Your point is well taken. There is a sense in which God's jealousy is self centered. You zeroed in on the portion of the post that I wasn't real happy with. I may try and reword that a bit.

The point I was trying to express is that God's jealousy takes our well being into account. With human jealousy the selfishness is interested in "what's in it for me?" and not the growth and development of the other person. God knows that relationship with him is how we grow. We can only be who we were truly made to be in the context of a restored relationship with him. So he is jealous for us to be who he made us to be - in relationship with him.

Anonymous said...

Kevin,

Very thought provoking post.
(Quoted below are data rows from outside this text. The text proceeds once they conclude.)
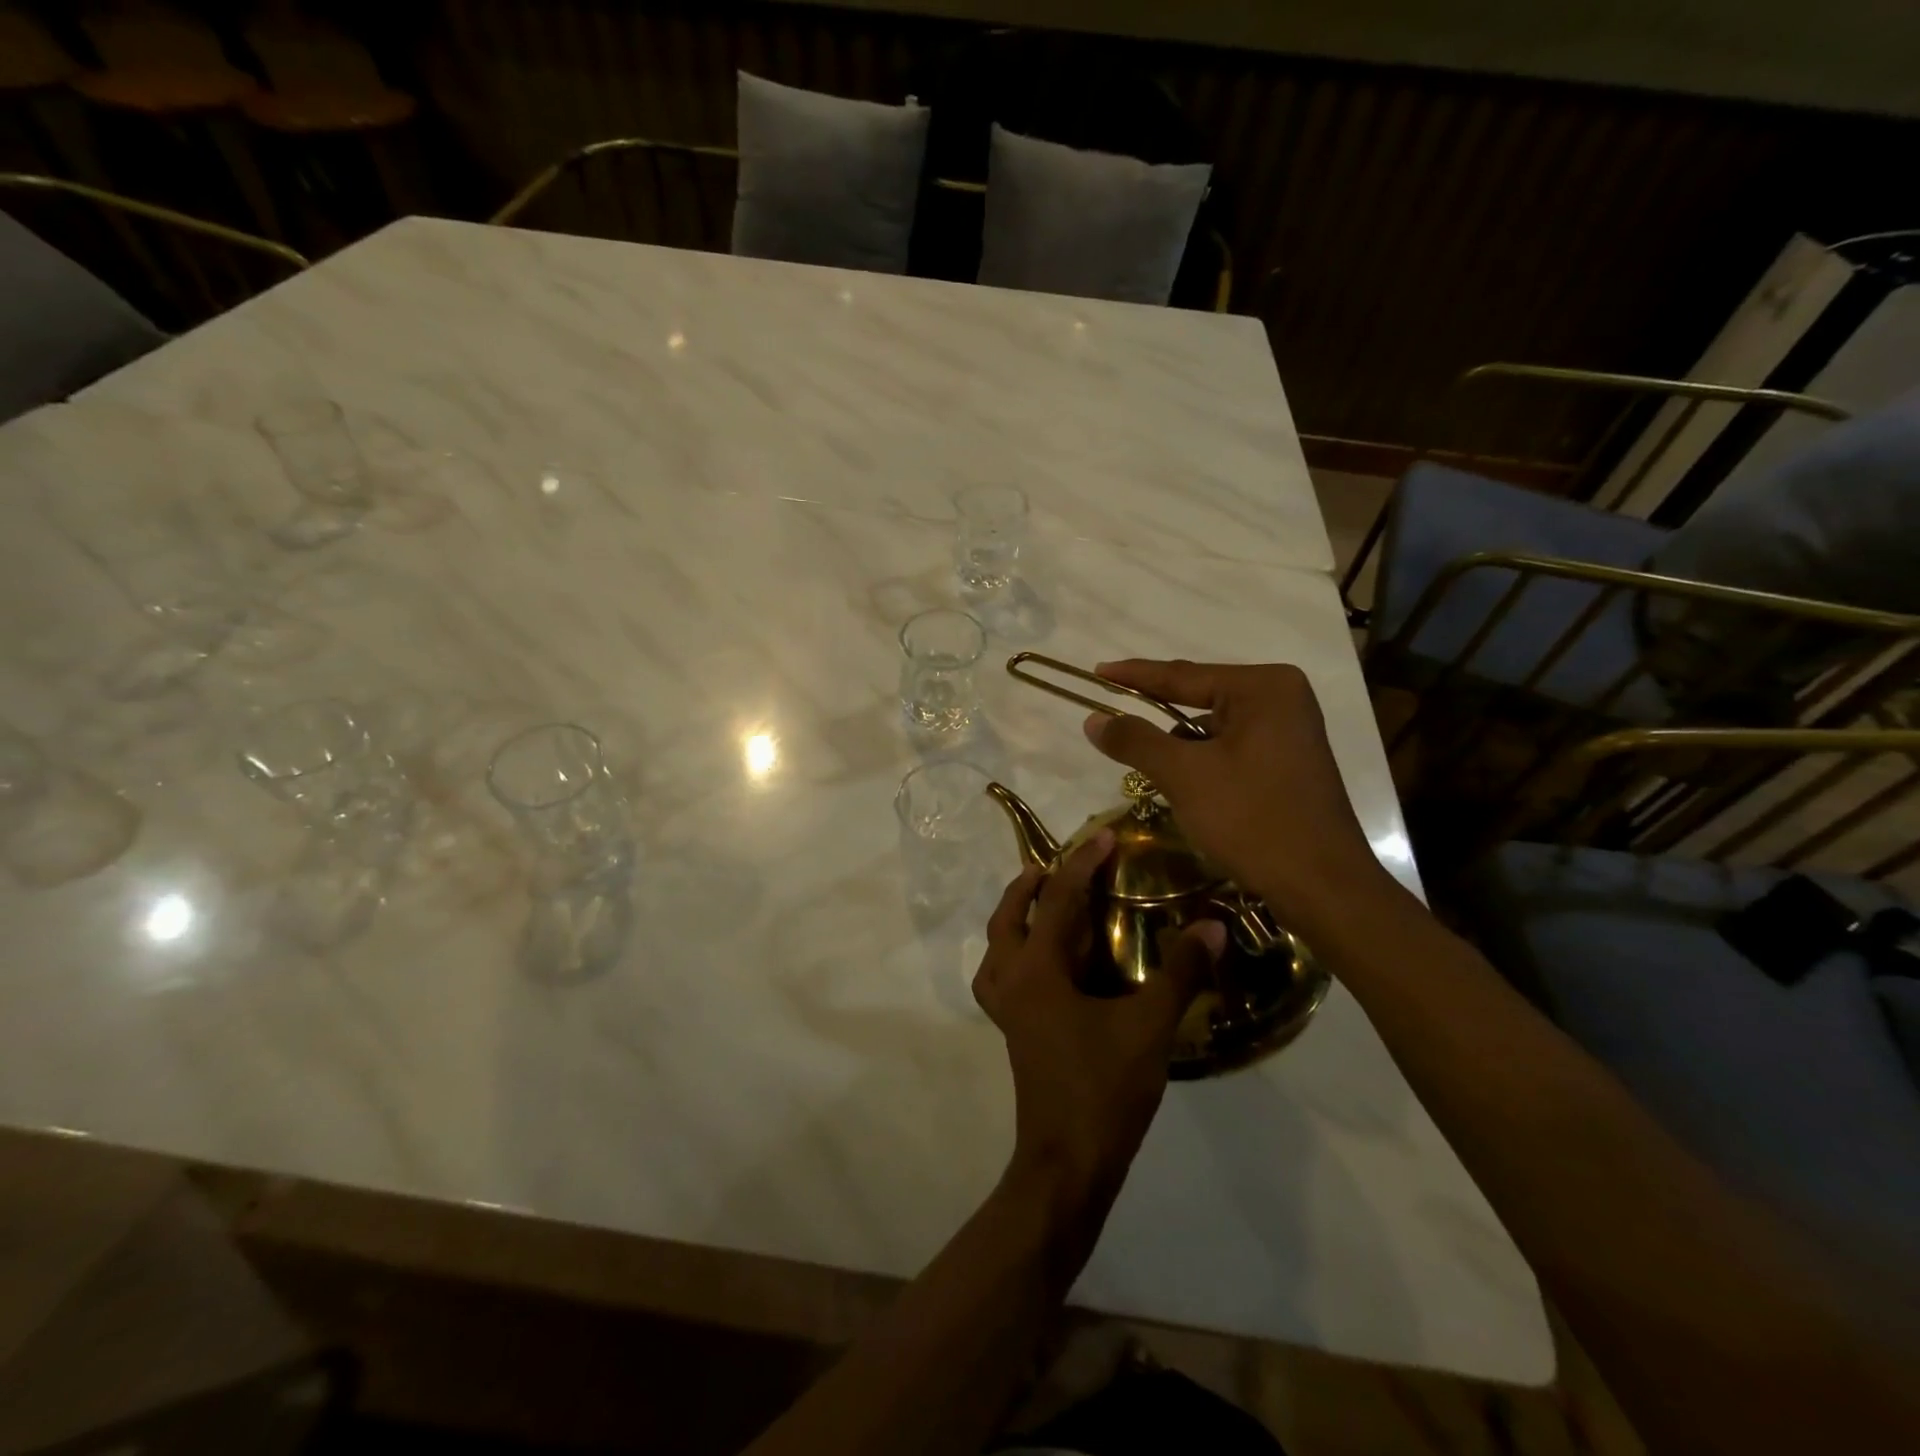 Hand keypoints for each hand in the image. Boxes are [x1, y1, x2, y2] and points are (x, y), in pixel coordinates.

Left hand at [973, 832, 1223, 1197]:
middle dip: (1029, 885)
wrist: (1067, 1162)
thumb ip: (1180, 973)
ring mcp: (1006, 1009)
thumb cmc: (1104, 1089)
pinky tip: (1043, 964)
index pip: (1056, 900)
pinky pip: (1000, 976)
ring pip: (996, 947)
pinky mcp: (1013, 1031)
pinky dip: (1013, 955)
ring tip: (1037, 902)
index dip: (1081, 864)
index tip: (1104, 836)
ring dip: (1013, 917)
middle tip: (1056, 865)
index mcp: (1036, 971)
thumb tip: (1212, 926)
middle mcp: (1011, 981)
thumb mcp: (1149, 1027)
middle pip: (1008, 918)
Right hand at [1082, 659, 1391, 930]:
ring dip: (1178, 744)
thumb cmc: (1252, 819)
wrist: (1322, 886)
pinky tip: (1182, 780)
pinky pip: (1231, 747)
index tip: (1097, 672)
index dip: (1134, 675)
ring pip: (1213, 727)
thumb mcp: (1184, 775)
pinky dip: (1202, 760)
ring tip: (1141, 758)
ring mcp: (1290, 731)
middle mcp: (1282, 698)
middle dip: (1155, 713)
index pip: (1183, 675)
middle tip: (1110, 714)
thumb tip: (1093, 719)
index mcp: (1263, 687)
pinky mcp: (1289, 761)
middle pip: (1200, 698)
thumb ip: (1136, 740)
You are certainly on to something important here. There is so much in the Bible, so many basic concepts that we take for granted, that just do not comport with determinism. That is why Walls and Dongell say Calvinist presuppositions inevitably lead to "awkward decoding" of straight forward texts.

I do believe that God is jealous for Himself in that He is jealous for His own glory. But God's glory consists of much more than just His might or power or divine right to be worshipped. It also consists in His love, which ultimately defines His character. So when God is jealous for us, He is also jealous for His glory as a God of love and the only true source of life and happiness for His creatures.

Great post!

God Bless,
Ben

Kevin Jackson said...

Hi Ben, thanks for stopping by.

You wrote: "So when God is jealous for us, He is also jealous for His glory as a God of love and the only true source of life and happiness for His creatures."

I agree completely. Perhaps part of the Calvinist misunderstanding of God is that they liken his self centered jealousy to human jealousy, and neglect the righteous and loving aspects of it.